____ TASK DATA
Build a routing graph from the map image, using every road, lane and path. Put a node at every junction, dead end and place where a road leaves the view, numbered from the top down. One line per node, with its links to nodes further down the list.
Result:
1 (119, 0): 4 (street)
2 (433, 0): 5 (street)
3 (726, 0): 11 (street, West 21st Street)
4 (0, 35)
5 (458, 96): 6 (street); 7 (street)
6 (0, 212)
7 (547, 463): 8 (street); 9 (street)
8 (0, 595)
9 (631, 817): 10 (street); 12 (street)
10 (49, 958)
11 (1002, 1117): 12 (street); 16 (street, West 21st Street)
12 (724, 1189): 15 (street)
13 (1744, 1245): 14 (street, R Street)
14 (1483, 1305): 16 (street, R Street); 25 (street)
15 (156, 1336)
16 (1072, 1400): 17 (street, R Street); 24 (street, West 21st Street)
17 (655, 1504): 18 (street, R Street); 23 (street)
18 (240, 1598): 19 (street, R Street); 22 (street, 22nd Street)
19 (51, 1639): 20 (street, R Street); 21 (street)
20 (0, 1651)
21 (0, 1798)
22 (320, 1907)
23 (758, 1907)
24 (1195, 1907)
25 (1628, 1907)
________
■ **WHAT TO PRODUCE**
Write all the data out again, exactly.

■ **SOLUTION TO THIS TASK**
Build a routing graph from the map image, using every road, lane and path. Put a node at every junction, dead end and place where a road leaves the view, numbered from the top down. One line per node, with its links to nodes further down the list.
Result:
1 (119, 0): 4 (street)
2 (433, 0): 5 (street)
3 (726, 0): 11 (street, West 21st Street)
4 (0, 35)
5 (458, 96): 6 (street); 7 (street)
6 (0, 212)
7 (547, 463): 8 (street); 9 (street)
8 (0, 595)
9 (631, 817): 10 (street); 12 (street)
10 (49, 958)
11 (1002, 1117): 12 (street); 16 (street, West 21st Street)
12 (724, 1189): 15 (street)
13 (1744, 1245): 14 (street, R Street)
14 (1483, 1305): 16 (street, R Street); 25 (street)
15 (156, 1336)
16 (1072, 1400): 17 (street, R Street); 24 (street, West 21st Street)
17 (655, 1504): 18 (street, R Street); 23 (street)
18 (240, 1598): 19 (street, R Street); 22 (street, 22nd Street)
19 (51, 1639): 20 (street, R Street); 21 (street)
20 (0, 1651)
21 (0, 1798)
22 (320, 1907)
23 (758, 1907)
24 (1195, 1907)
25 (1628, 1907)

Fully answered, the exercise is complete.